Bisnis.com, JAKARTA — Imbal hasil surat utang negara (SUN) Indonesia berpotensi kembali naik dalam jangka pendek—menengah, mengikuti tren obligasi Amerika Serikat.
Berdasarkan data Bloomberg per Rabu (17/3/2021), imbal hasil atau yield SUN Indonesia ada di level 6,75 persen, menguat 3 basis poin dari posisi hari sebelumnya. Yield SUN akhirnya menguat setelah berada dalam tren melemah dalam beberapa hari belakangan.
Tercatat, sepanjang bulan berjalan (month to date) yield SUN Indonesia telah melemah 14 basis poin dan jika ditarik sepanjang tahun berjalan (year to date) telah melemah 86 basis poin.
Baca Juga : Analis: Efek Lonjakan Imbal Hasil US Treasury Kali Ini Beda dengan Taper Tantrum 2013 |
---|
Yield obligasi domestik terus menanjak seiring yield obligasi AS alias US Treasury yang juga terus naik selama beberapa pekan belakangan.
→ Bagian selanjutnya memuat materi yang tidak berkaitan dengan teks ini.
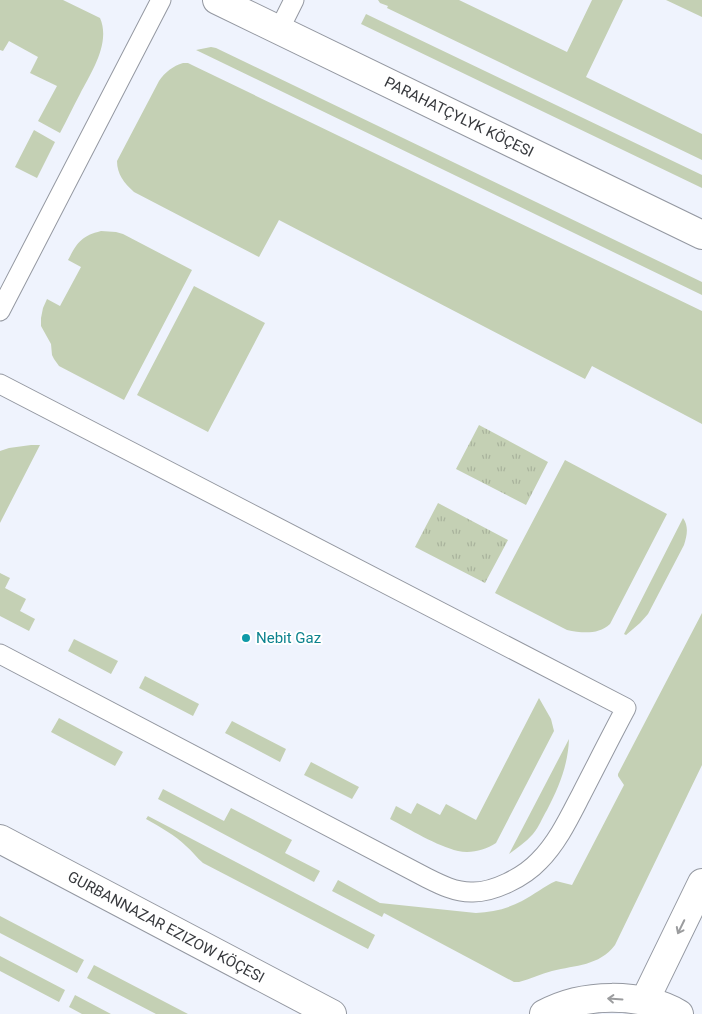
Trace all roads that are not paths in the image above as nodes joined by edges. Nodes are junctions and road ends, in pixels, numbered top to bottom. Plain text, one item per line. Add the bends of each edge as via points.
1 (161, 0) edge
2 (217, 0) edge
3 (294, 0) edge
4 (279, 30) junction
5 (702, 235) edge
6 (0, 310) edge
7 (0, 384) edge
8 (0, 654) edge
9 (0, 839) edge
10 (702, 883) edge
11 (644, 1000) junction
12 (332, 1014) edge
13 (544, 1014) edge
14 (679, 1014) edge

1 - 6 lane
2 - 4 street, PARAHATÇYLYK KÖÇESI
3 - 4 lane
4 - 5 street, PARAHATÇYLYK KÖÇESI
7 - 8 lane via 626,708 562,830 539,861 509,882 471,892 451,889 428,878
9 - 12 street, GURBANNAZAR EZIZOW KÖÇESI
10 -> 11 street
11 -> 13 street via 598,998 557,1007
11 - 14 street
Pun, yield US Treasury diproyeksi akan kembali menguat jelang Federal Open Market Committee (FMOC) atau dewan rapat kebijakan bank sentral AS yang digelar malam nanti atau Rabu siang waktu AS.
VP Economist Permata Bank Josua Pardede mengatakan sentimen di pasar obligasi domestik jelang FOMC cenderung mixed atau bervariatif karena di tengah yield US Treasury yang kemarin naik, yield SUN malah turun alias menguat.
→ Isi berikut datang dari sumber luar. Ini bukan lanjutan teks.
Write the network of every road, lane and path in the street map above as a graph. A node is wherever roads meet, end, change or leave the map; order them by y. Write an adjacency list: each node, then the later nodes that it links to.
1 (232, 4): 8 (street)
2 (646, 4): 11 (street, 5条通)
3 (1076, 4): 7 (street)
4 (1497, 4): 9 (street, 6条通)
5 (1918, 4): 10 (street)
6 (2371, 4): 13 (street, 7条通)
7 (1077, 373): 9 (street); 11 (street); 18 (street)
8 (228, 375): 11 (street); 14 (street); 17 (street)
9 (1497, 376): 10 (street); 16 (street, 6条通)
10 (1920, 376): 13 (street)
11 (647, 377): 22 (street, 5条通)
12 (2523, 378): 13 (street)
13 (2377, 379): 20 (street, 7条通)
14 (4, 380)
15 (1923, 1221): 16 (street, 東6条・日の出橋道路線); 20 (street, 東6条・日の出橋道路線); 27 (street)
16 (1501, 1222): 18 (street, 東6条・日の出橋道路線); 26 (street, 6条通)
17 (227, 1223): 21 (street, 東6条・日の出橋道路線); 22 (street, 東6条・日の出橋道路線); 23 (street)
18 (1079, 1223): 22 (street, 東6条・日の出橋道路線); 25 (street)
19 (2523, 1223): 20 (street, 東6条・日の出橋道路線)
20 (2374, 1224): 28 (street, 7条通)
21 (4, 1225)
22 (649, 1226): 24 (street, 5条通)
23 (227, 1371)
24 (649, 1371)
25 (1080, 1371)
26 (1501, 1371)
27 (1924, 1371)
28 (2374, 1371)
“Padahal kalau kita lihat dari sisi dolar menguat meski tipis, US Treasury masih agak naik, tapi kita malah menguat. Mungkin ini efek dari green shoe option yang digelar pemerintah hari ini,” tutur Josua ketika dihubungi Bisnis, Rabu (17/3/2021)
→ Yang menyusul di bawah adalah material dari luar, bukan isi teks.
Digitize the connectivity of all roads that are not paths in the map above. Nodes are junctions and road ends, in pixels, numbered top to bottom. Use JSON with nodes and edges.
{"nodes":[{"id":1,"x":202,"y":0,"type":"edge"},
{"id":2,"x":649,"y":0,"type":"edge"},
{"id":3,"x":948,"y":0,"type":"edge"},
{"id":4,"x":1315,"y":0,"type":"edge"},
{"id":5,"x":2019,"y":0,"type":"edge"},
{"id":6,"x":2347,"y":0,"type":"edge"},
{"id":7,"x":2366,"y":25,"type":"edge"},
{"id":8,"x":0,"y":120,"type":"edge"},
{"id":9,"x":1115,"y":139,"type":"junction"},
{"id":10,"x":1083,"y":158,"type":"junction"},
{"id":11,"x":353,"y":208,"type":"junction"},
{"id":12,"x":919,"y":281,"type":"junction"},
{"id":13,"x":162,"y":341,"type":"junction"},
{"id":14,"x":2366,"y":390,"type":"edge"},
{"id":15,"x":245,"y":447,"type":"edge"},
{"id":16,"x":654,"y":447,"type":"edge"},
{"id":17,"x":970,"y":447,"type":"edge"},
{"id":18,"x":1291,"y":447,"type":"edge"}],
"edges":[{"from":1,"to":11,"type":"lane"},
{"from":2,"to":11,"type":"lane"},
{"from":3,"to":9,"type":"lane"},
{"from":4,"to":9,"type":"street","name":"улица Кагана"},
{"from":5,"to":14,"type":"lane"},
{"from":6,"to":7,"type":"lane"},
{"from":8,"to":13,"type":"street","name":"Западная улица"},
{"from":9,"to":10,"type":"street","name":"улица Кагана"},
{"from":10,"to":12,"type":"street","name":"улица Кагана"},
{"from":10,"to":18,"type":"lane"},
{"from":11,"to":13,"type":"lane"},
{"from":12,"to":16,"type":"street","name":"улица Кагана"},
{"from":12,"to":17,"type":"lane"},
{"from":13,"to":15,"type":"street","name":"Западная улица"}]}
Seperti diketahui, hari ini pemerintah menggelar green shoe option atau lelang SUN tambahan dikarenakan penyerapan lelang pada Selasa (16/3/2021) kemarin belum memenuhi target. Adapun pada lelang tambahan hari ini pemerintah menyerap Rp9,10 triliun.
Josua menilai para pelaku pasar menantikan sinyal dari The Fed mengenai kemungkinan naiknya suku bunga acuan di AS lebih cepat dari rencana semula atau sebelum 2023 serta prediksi mengenai inflasi AS yang bisa menyentuh 2 persen tahun ini.
Namun, Josua menyebut proyeksi atas respons pasar masih samar. Pasalnya, apapun hasil FOMC, pelaksanaan perubahan suku bunga tetap tidak akan terjadi dalam waktu dekat sehingga respons pasar juga akan dipengaruhi data ekonomi lain.
“Kita lihat US Treasury sebagai patokannya, kalau [selepas hasil FOMC] dia naik sampai tembus 1,7 persen, yield kita bisa ikut naik di atas 6,8 persen karena memang sekarang trennya naik-naik terus,” tutur Josua.